How 2024 Is Going So Far (January 2024)

What a cluster fuck 2024 has been, and it’s only January. Where do I even start?

I got a percutaneous endoscopic gastrostomy (PEG) placed on January 5th. It’s basically a tube that goes from my stomach out of my abdomen and will allow me to eat if I can no longer eat for myself through my mouth.

I also got this tube placed because I was having a lot of oral ulcers and by the time Thanksgiving rolled around, I wasn’t really eating at all. I had a lost a lot of weight and was back to being below 100 pounds. I was supposed to go down to California to visit my brother and spend the holidays with my family, but I was so tired, fatigued, and failing to thrive that I called my brother the morning of my drive down to NorCal that I wasn’t going to be able to make it. Instead, we booked a last minute ticket for my mom and my dad to come from Orange County to Seattle to cook for me and help me around the house.

The tube sticking out on my abdomen right now.

They said it wasn’t a big surgery, but man did I feel terrible after. I stayed in the hospital for a night, couldn’t eat for two days, and finally, when I was able to start eating solids, I vomited for 3 days straight. My poor Maple was confused why I didn’t leave my room for 3 days and why she wasn’t allowed in. Maple would sit outside my door and whine, and when I was able to finally stand up, I’d prop the door open and stick my hand out to give her pets.
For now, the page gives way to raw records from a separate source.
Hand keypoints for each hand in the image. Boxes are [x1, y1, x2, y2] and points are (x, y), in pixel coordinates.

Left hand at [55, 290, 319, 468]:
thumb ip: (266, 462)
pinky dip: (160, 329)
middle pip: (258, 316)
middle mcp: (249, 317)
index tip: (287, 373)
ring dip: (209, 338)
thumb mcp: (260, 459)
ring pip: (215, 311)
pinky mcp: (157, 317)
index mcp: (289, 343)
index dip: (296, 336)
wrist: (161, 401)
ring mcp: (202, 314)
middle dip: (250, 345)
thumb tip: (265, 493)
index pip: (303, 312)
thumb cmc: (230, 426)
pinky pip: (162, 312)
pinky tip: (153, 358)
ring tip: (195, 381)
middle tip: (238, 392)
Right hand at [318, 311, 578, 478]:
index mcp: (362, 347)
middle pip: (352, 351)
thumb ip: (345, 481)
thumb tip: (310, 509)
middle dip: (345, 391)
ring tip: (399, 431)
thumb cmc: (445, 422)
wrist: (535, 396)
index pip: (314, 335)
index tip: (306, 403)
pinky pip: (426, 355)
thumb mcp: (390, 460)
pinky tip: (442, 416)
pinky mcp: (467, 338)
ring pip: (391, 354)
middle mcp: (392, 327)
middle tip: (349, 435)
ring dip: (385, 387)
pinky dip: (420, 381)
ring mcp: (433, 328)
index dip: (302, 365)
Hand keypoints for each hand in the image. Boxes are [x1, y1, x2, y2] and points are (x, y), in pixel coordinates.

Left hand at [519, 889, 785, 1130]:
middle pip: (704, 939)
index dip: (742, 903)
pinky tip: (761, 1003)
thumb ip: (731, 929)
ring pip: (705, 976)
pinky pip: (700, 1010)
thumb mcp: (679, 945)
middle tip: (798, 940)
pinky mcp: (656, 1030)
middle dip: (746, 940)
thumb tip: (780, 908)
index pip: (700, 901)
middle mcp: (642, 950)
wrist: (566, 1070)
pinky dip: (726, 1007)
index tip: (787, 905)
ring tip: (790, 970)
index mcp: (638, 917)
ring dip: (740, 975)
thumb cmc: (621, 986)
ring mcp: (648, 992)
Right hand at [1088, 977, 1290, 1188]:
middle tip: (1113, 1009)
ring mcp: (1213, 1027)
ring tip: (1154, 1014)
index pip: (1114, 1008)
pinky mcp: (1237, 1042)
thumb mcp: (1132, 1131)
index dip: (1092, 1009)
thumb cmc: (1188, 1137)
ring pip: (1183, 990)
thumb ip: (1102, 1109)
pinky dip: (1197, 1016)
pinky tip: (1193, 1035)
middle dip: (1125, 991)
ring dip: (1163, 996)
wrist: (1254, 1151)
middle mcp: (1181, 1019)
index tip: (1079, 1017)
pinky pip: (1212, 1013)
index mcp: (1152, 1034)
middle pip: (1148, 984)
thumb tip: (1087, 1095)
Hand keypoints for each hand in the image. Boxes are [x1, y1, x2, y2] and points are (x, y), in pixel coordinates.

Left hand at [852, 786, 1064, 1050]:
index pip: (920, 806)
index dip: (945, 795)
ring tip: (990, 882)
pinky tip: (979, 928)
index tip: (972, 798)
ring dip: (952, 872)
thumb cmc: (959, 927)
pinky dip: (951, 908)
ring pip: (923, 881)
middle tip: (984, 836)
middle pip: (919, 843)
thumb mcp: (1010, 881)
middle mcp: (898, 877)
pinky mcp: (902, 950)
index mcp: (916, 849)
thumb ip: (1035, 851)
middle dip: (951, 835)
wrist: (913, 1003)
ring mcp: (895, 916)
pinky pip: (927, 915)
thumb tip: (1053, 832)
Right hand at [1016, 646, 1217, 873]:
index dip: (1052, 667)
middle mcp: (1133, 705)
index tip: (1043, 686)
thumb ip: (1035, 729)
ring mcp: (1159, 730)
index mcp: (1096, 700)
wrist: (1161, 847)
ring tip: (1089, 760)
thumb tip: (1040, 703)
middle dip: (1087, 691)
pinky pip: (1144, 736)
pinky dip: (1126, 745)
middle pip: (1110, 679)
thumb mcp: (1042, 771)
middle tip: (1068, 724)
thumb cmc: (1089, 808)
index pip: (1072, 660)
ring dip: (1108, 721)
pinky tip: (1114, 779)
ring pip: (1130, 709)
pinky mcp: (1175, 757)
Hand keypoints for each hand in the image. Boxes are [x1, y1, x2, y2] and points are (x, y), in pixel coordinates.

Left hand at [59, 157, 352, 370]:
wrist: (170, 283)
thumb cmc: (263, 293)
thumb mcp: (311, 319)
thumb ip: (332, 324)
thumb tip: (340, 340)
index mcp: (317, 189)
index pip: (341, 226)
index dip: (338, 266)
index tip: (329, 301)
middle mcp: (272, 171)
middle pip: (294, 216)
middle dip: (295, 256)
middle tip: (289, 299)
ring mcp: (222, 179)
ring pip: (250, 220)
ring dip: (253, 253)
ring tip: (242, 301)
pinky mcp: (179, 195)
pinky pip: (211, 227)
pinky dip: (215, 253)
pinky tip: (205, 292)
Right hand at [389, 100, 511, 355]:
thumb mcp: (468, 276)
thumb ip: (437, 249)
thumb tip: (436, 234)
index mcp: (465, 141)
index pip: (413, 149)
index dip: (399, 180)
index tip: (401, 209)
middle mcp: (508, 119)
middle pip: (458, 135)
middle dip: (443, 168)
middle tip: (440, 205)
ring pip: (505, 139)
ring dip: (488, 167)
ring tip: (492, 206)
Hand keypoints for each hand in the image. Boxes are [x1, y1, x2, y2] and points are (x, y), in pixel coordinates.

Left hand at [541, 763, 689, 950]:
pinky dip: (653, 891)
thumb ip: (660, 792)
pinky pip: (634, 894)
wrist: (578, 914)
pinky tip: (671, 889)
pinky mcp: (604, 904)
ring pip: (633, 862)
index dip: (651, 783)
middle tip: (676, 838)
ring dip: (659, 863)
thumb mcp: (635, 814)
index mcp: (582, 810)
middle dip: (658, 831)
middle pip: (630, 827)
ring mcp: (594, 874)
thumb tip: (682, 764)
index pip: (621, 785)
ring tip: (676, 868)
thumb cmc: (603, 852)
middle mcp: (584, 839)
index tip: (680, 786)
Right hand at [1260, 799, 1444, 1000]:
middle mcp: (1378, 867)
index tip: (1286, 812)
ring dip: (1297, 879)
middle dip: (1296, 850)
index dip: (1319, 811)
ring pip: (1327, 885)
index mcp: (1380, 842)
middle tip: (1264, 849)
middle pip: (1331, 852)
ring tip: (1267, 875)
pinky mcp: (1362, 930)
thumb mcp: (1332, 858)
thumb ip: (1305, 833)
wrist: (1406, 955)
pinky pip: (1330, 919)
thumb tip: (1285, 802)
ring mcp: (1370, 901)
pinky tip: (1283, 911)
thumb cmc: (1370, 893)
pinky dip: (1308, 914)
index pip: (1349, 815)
By January 12, I got an email from Fred Hutch canceling my transplant (I was originally supposed to be admitted on to the service on January 24, chemotherapy on February 6, and transplant on February 13). The whole experience with the Hutch has been underwhelming to say the least. After having my consult date changed three times to three different doctors, I finally had a consult in November 2023, only to be told in December by the scheduler that the original plan that was discussed would no longer be the plan. The doctors at Seattle Children’s reached out to the adult team to discuss my case after they saw the note from December pop up on my chart (wouldn’t it have been nice if this was all done before speaking to the patient?). In any case, long story short, after that initial consult in November, I never heard from another doctor at the Hutch again, and the only form of communication I received was from a scheduler over email.

Over the weekend, while I was vacillating among the five stages of grief, still insisting to stay in Seattle to do the transplant, being really angry that the process to the NIH didn’t start earlier, bargaining with my doctors to see if we could still do the transplant here in Seattle but consult with the doctors out in Maryland, crying randomly while doing puzzles, my brother Gordon and my village did some sleuthing. I have a group of friends who are do’ers, and while I normally pride myself on this quality of mine, I just didn’t have it in me anymore.

One of my childhood friends, Michelle, is currently a bone marrow transplanter at Cincinnati Children’s Hospital. We talked about how this is the one shot I have to get this right. Her research focus is childhood cancers, but she does see immunodeficiency kiddos like me when she is on call, and when she has a immunodeficient patient, she is on more high alert with them because they’re just less predictable. One of Michele’s old co-fellow, Dani, is now at the NIH and in speaking with her, Dani has had patients with NFKB1 haploinsufficiency. The NIH also has an entire department of providers who focus specifically on transplants for patients with immune deficiencies. It all makes rational sense, but as you all know, deleting something off my holy calendar is anxiety inducing.

Another one of my friends, Alisa, reached out to various friends in biotech who connected her to top folks at the NCI. She emailed them on my behalf, and ultimately connected me to one of the docs whom I emailed on MLK day. To my surprise, she responded the next day, telling me that the NIAID (National Institute of Allergy and Infectious Diseases) and NCI (National Cancer Institute) had already discussed my case, and that a research nurse would reach out soon.
 
The research nurse actually called me the next day. I don’t know why it’s so surprising when things actually go as planned and I don’t have to chase people down to follow through on things they say they’ll follow through on, but I’ll take it.

All of this has been very humbling, and I’m grateful for the community who’ve helped me navigate a healthcare system, even when I could not do it on my own.
 
I’m scheduled to be out in Bethesda, Maryland on March 2-9. I’ll be inpatient that whole week, doing all of the tests to get my baseline numbers. I don’t know when the transplant date will be but I’m sure once that week comes, they’ll be able to come up with a plan. I’ll bring my coziest sweatpants, but let’s be honest, I really haven’t changed out of them since March 2020.

But in slightly more uplifting news, Gordon came to visit. We took a lovely trip up to Blaine and got to explore Bellingham as well. Time with family and being in nature always resets me.